(Data provided Opens)
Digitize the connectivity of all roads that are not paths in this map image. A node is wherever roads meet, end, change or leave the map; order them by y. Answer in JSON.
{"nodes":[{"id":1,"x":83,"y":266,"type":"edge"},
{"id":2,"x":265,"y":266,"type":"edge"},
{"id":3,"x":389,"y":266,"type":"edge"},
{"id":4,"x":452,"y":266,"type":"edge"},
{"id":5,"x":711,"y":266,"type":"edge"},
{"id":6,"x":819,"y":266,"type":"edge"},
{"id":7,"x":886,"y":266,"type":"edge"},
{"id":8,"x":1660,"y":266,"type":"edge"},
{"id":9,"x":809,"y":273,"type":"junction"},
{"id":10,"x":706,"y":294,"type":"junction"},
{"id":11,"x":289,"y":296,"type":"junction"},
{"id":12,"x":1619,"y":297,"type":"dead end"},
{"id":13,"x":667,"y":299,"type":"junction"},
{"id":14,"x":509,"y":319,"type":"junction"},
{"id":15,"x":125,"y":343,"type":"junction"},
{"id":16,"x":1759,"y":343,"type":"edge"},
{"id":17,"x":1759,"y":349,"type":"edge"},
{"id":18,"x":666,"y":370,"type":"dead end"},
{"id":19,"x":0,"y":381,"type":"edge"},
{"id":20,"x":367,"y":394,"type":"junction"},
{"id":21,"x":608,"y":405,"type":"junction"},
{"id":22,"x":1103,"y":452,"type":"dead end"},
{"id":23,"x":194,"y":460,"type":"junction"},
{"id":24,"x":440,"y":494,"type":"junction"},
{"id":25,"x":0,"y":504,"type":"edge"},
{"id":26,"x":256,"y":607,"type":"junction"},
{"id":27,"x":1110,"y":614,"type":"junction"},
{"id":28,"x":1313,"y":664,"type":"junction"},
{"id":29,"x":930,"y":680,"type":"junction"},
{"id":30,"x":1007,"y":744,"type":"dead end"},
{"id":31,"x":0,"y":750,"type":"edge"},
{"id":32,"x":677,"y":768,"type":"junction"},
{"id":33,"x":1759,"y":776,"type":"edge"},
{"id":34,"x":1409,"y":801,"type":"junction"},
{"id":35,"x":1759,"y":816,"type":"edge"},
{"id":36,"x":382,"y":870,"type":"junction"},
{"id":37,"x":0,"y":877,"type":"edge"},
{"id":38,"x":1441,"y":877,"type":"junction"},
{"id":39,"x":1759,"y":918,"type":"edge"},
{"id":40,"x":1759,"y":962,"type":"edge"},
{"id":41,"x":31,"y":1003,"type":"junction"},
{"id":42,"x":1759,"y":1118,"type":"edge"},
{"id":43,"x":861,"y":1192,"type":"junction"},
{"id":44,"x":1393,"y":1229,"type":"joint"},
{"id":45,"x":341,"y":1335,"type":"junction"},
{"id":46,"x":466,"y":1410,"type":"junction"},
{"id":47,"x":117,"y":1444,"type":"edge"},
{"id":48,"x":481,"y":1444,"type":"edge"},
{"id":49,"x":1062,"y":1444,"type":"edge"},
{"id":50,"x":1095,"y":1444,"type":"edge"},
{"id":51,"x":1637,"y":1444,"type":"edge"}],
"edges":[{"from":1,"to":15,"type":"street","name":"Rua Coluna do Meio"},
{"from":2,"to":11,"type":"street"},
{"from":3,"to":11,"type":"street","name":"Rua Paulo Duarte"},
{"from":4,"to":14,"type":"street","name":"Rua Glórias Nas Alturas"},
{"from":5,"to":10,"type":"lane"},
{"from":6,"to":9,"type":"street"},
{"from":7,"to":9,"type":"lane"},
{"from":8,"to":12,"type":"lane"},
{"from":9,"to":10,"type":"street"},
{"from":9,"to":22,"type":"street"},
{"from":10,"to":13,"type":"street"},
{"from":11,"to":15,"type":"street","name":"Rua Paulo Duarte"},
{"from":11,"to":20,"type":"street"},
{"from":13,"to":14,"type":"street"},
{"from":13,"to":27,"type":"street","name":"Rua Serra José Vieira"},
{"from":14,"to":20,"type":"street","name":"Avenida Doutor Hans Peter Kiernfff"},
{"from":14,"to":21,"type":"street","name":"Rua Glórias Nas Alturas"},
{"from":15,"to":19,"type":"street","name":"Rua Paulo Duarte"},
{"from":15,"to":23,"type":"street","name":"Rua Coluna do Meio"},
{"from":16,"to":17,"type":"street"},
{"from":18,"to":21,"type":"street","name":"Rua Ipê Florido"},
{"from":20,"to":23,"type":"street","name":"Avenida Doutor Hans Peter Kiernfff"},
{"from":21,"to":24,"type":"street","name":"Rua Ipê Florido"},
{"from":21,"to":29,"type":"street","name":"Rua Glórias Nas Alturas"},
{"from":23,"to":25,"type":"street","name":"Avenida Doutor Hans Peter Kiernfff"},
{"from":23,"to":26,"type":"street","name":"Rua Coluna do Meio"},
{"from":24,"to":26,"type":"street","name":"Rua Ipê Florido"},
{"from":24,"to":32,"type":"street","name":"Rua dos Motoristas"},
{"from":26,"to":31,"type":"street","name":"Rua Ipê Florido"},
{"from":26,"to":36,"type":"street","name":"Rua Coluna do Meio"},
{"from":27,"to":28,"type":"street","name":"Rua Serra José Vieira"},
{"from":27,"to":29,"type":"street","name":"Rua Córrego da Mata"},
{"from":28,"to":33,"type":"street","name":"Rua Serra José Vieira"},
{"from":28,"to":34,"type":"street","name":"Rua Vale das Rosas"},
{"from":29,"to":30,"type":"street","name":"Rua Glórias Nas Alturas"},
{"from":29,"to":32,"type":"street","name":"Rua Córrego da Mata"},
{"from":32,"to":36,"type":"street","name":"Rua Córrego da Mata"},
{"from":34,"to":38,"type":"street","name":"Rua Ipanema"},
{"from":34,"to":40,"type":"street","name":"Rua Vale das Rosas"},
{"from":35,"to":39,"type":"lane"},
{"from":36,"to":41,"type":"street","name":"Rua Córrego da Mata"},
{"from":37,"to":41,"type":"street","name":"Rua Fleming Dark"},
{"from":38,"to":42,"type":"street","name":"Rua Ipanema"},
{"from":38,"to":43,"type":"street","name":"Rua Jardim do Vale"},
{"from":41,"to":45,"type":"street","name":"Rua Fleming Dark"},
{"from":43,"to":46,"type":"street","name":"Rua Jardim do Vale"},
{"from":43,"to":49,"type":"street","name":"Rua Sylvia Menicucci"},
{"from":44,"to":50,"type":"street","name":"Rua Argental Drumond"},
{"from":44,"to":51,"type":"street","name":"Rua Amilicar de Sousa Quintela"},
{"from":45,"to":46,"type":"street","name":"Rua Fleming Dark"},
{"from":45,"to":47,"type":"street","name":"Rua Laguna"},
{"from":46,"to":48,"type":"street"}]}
(Data provided Closes)
- _Activity_: Within the entries above, how many lines hold the string "Hans"? State the number with no other words.

- _Result below_: 3